TinyML: Machine Learning for Embedded System — Part I

Building the model — How to build an intelligent system with Arduino and TensorFlow

9 min readJul 30, 2021

Knowledge is having the right answer, Intelligence is asking the right question.

We are increasingly surrounded by small and intelligent objects: smart speakers, smart watches, smart bands, …
These “things” belong to the Internet Of Things (IOT) class: non-standard computing devices able to wirelessly connect to a network and have the ability to elaborate and transmit data.

These devices are getting smarter, more connected and performing more demanding jobs on it is getting more and more needed: for example, machine learning tasks.

Tiny Machine Learning (TinyML) is a field at the intersection of embedded IOT systems and machine learning.

TinyML: Machine Learning + Embedded System

Machine Learning at the edge

TensorFlow is a free and open-source software library for machine learning.
The optimized and lightweight version of TensorFlow library for mobile and embedded devices is called TensorFlow Lite.

TensorFlow Lite (TFLite) is designed to make easy to perform machine learning (in particular, deep learning tasks) on devices “at the edge” of the network, instead of sending data back and forth from a server.
It enables machine learning inference with low latency and a small program size on devices with limited compute and memory resources.
It works with a huge range of devices: from low-power microcontrollers (Arduino) to powerful mobile phones (Android, iOS).

The TFLite workflow

The TensorFlow Lite workflow involves the following steps:

Train the model
A TensorFlow model is a data structure that contains the logic and knowledge of a machine learning network trained to solve a particular problem.
You cannot build a model using TensorFlow Lite. You must convert a regular TensorFlow model into the Lite format.
If your model is trained for microcontroller, you have to generate a small TensorFlow model that can fit your tiny device with some limitations. TensorFlow Lite for Microcontrollers: it is designed for the specific constraints of microcontroller development.
If you are working on more powerful devices (e.g., Raspberry Pi with Embedded Linux) the standard TensorFlow Lite framework might be easier to integrate.
Convert and optimize the model
Convert the TensorFlow model in TensorFlow Lite format using TensorFlow Lite converter.
Converting models reduces size and introduces optimizations that do not affect accuracy, with some trade-offs.
Deploy and run the model
Deploy and run your model on-device with the interpreter.

Inference: let’s do predictions!

Inference is the process of running data through a model to obtain predictions. It requires a model, an interpreter, and input data.

TensorFlow Lite is composed by two main components:

Converter: converts TensorFlow models into an efficient form used by the interpreter.
Interpreter: runs optimized models (aka, run inference) on mobile and embedded devices.
Interpreter can be configured to run on: mobile platforms (Android, iOS), Embedded Linux and microcontrollers.

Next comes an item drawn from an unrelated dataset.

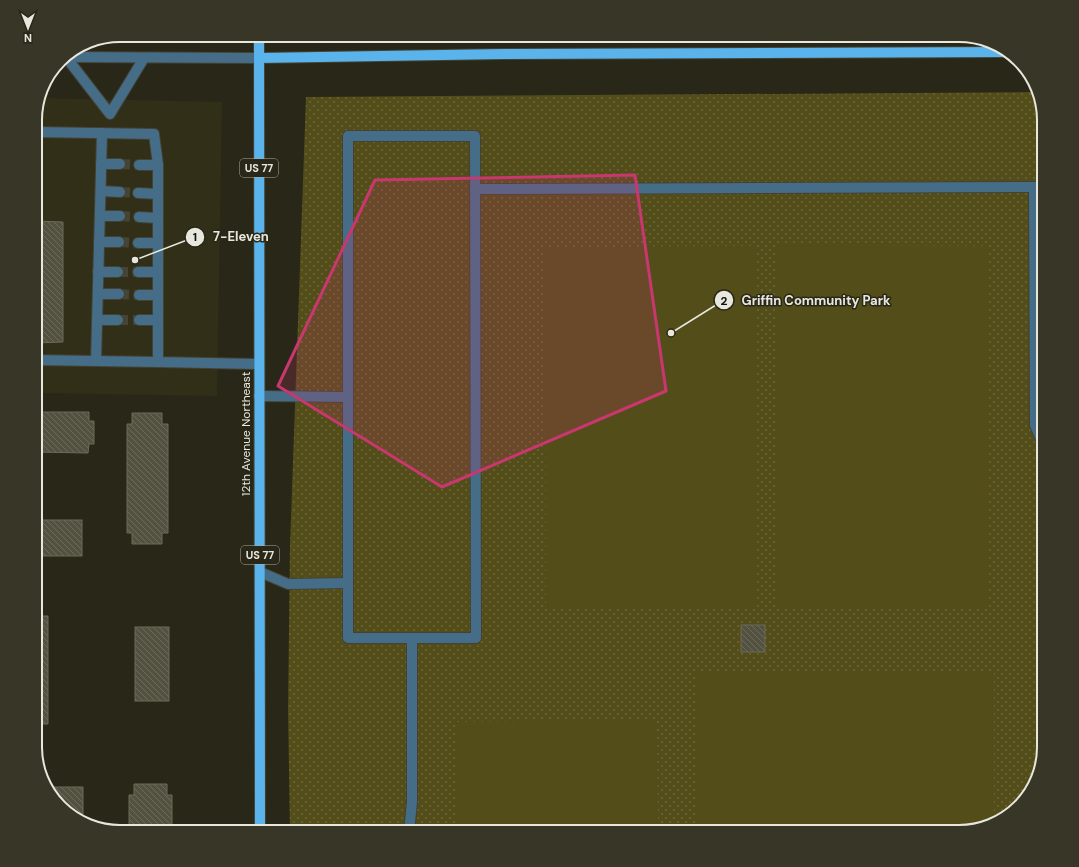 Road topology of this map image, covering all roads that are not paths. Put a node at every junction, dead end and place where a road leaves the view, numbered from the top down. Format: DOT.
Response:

(Machine) Learning-by-doing

To better understand the principles of TensorFlow Lite and Machine Learning inferencing, we build a simple model able to predict the trend of an unknown mathematical function basely only on input-output dataset.

The goal of this project is to train a model that take a value x and predict the result y, where y is the output of the mathematical function:
y = sin(x) * sqrt(x)

In a real-world application, if you need the y, you could just calculate it directly with the function sin(x) * sqrt(x). But in this case, you don't know a priori the mathematical expression, but you have only the input (x) and output (y) pairs.

The first part of project will be to train a model capable to approximate the result y given as training dataset a "noisy" set compound by (x,y) pairs.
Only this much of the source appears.